Libero Zuppiroli l’a observé en Suisse. Lorsque l’École polytechnique de Lausanne est devenue la Swiss Institute of Technology Lausanne, il a vu soudainement pousser des disciplines incongrues, au nom de l’innovation, de l’excellence et de la productivité. Elles étaient bien entendu entièrement consacrées aux intérêts du commerce, comme les théories nouvellement enseignées de la neurofinance, un nouveau secteur de la recherche qui a «pour ambition de mieux comprendre les mécanismes du raisonnement qui préludent aux opérations du négoce». Il en témoigne dans son livre de 2010, La bulle universitaire.

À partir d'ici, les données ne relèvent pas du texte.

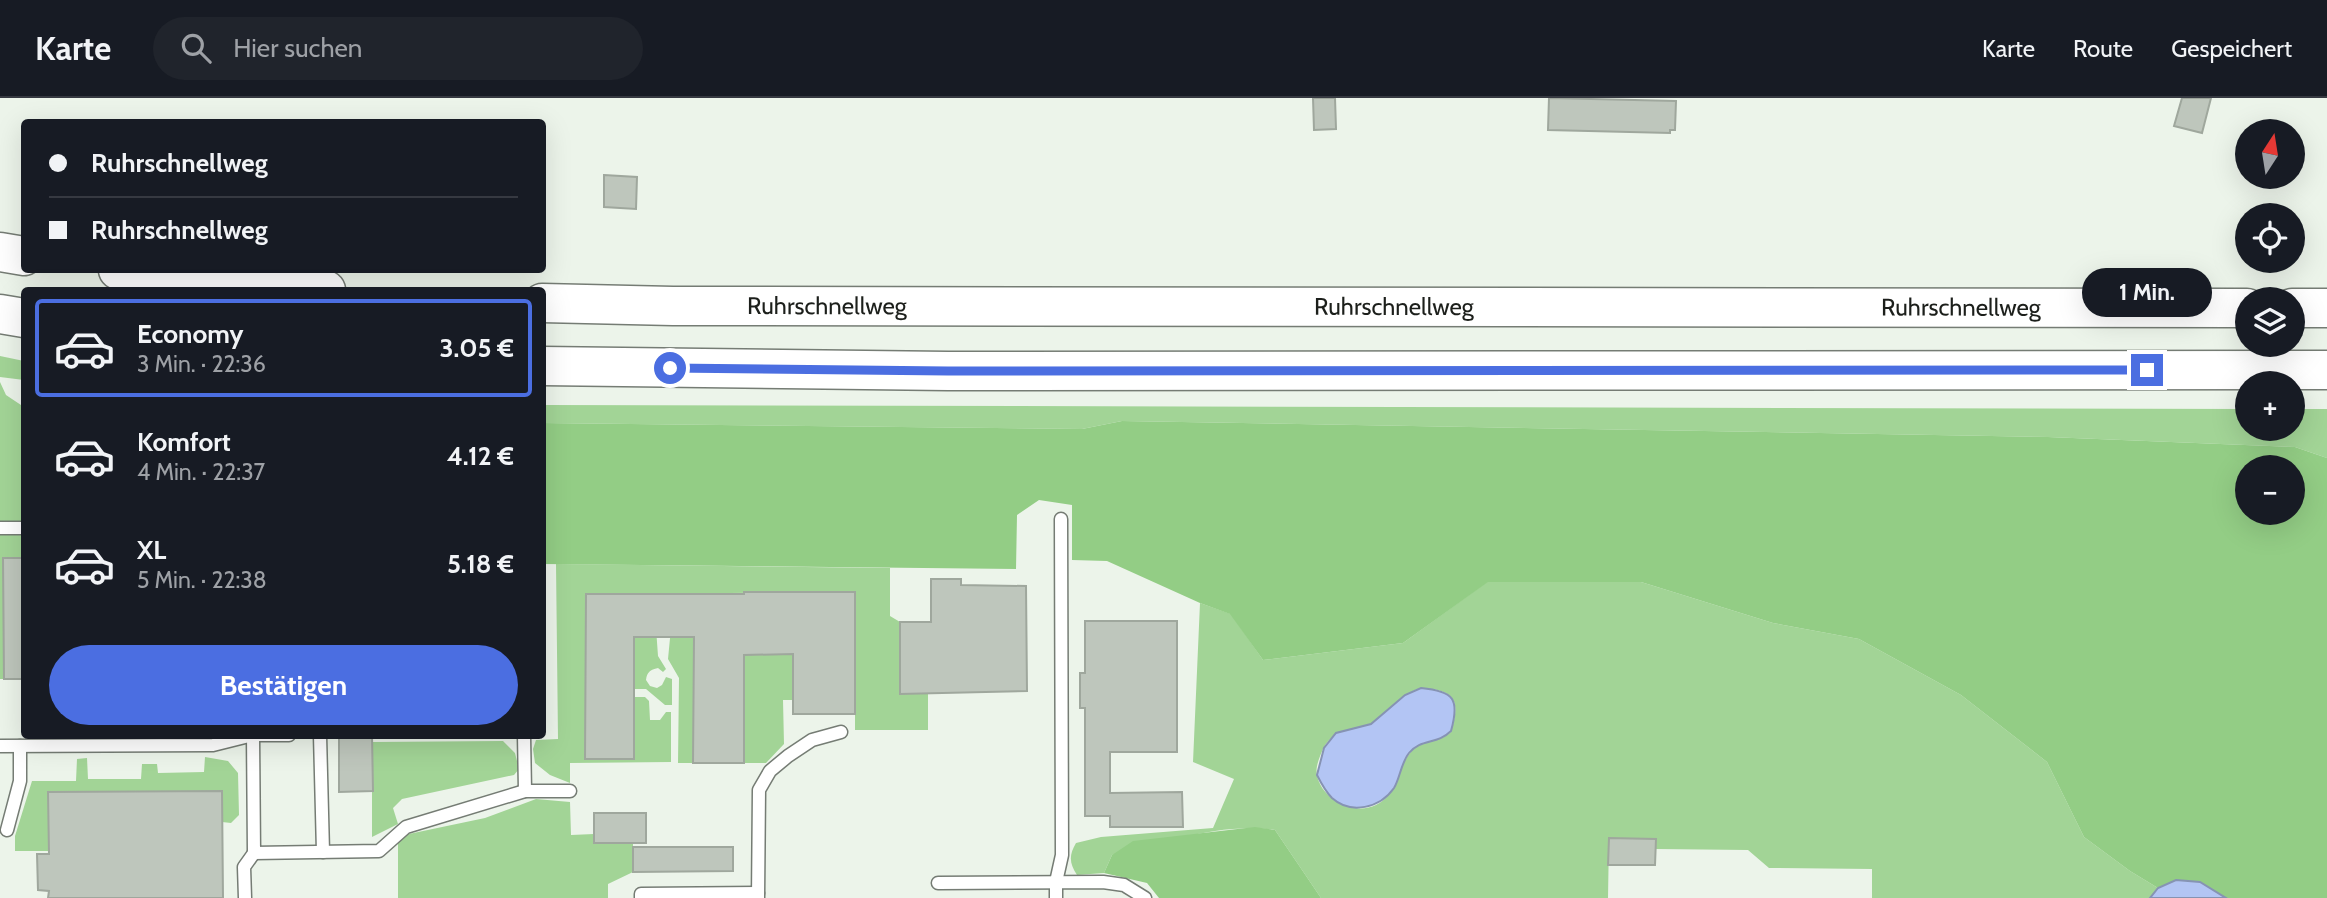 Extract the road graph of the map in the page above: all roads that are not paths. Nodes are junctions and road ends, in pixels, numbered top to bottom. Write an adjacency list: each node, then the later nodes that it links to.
1 (0, 252): 2 (highway)
2 (21, 256)
3 (149, 273): 4 (highway)
4 (295, 287)
5 (546, 303): 6 (highway, Ruhrschnellweg)
6 (2235, 308)
7 (2305, 308): 8 (highway)
8 (2327, 308)
9 (0, 314): 10 (highway)
10 (21, 318)
11 (546, 366): 12 (highway)
12 (2327, 369)
13 (1061, 519): 28 (lane)
14 (0, 528): 15 (lane)
15 (21, 528)
16 (841, 732): 30 (lane)
17 (237, 739): 22 (lane)
18 (253, 739): 27 (lane)
19 (320, 739): 26 (lane)
20 (524, 739): 23 (lane)
21 (0, 746): 22 (lane)
22 (20, 746): 25 (lane)
23 (525, 791): 24 (lane); 26 (lane)
24 (570, 791)
25 (7, 830)
26 (323, 852): 27 (lane)
27 (254, 853): 31 (lane)
28 (1055, 882): 29 (lane); 33 (lane); 34 (lane)
29 (938, 883)
30 (758, 896): 32 (lane)
31 (245, 898)
32 (641, 898)
33 (1056, 898)
34 (1145, 898) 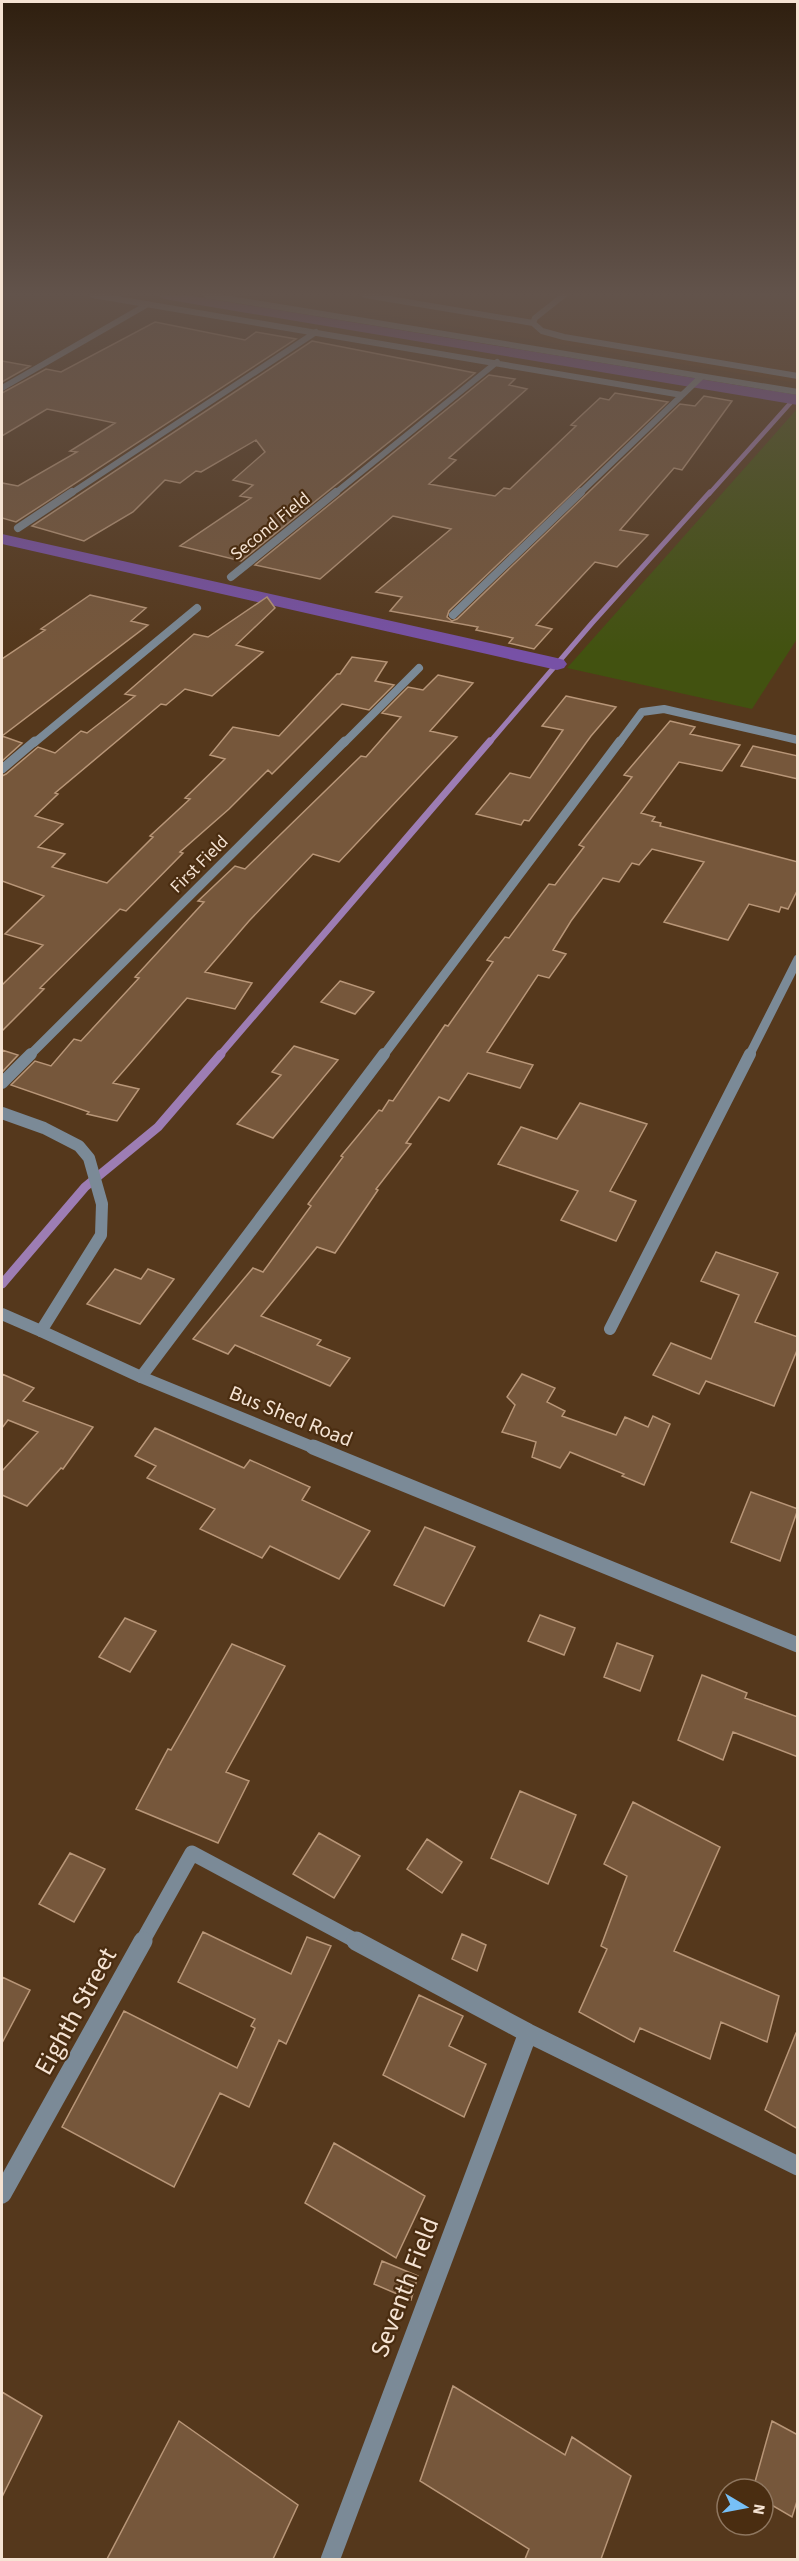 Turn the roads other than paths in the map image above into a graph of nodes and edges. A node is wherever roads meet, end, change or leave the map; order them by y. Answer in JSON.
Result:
{"nodes":[{"id":1,"x":191,"y":415,"type":"edge"},
{"id":2,"x":432,"y":415,"type":"edge"},
{"id":3,"x":662,"y":415,"type":"edge"},
{"id":4,"x":18,"y":528,"type":"dead end"},
{"id":5,"x":231,"y":578,"type":"dead end"},
{"id":6,"x":196,"y":608,"type":"dead end"},
{"id":7,"x":453,"y":615,"type":"dead end"},
{"id":8,"x":419,"y":668,"type":"dead end"},
{"id":9,"x":798,"y":740,"type":"edge"},
{"id":10,"x":2,"y":769,"type":"edge"},
{"id":11,"x":798,"y":959,"type":"edge"},
{"id":12,"x":2,"y":1083,"type":"edge"},
{"id":13,"x":2,"y":1113,"type":"edge"},
{"id":14,"x":2,"y":1314,"type":"edge"},
{"id":15,"x":610,"y":1329,"type":"dead end"},
{"id":16,"x":41,"y":1331,"type":"junction"},
{"id":17,"x":141,"y":1377,"type":"junction"},
{"id":18,"x":798,"y":1645,"type":"edge"},
{"id":19,"x":528,"y":2033,"type":"junction"},
{"id":20,"x":798,"y":2166,"type":"edge"},
{"id":21,"x":2,"y":2194,"type":"edge"},
{"id":22,"x":330,"y":2559,"type":"edge"}],
"edges":[{"from":1,"to":4,"type":"street"},
{"from":2,"to":5,"type":"street","name":"Second Field"},
{"from":3,"to":7,"type":"street"},
{"from":6,"to":10,"type":"street"},
{"from":8,"to":12,"type":"street","name":"First Field"},
{"from":9,"to":17,"type":"street"},
{"from":11,"to":15,"type":"street"},
{"from":13,"to":16,"type":"street"},
{"from":14,"to":16,"type":"street","name":"Bus Shed Road"},
{"from":16,"to":17,"type":"street","name":"Bus Shed Road"},
{"from":17,"to":18,"type":"street","name":"Bus Shed Road"},
{"from":19,"to":20,"type":"street"},
{"from":19,"to":21,"type":"street","name":"Eighth Street"},
{"from":19,"to":22,"type":"street","name":"Seventh Field"}]}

Les institutions qui évaluent les universités prennent alors en considération des éléments quantitatifs (nombre de publications des professeurs, nombre de diplômés, ratio de placement, etc.), fétichistes (revues scientifiques choisies, thèmes en vogue, appartenance à des réseaux, publications en anglais, etc.) et publicitaires (commandite, partenariats, présence dans les médias, etc.).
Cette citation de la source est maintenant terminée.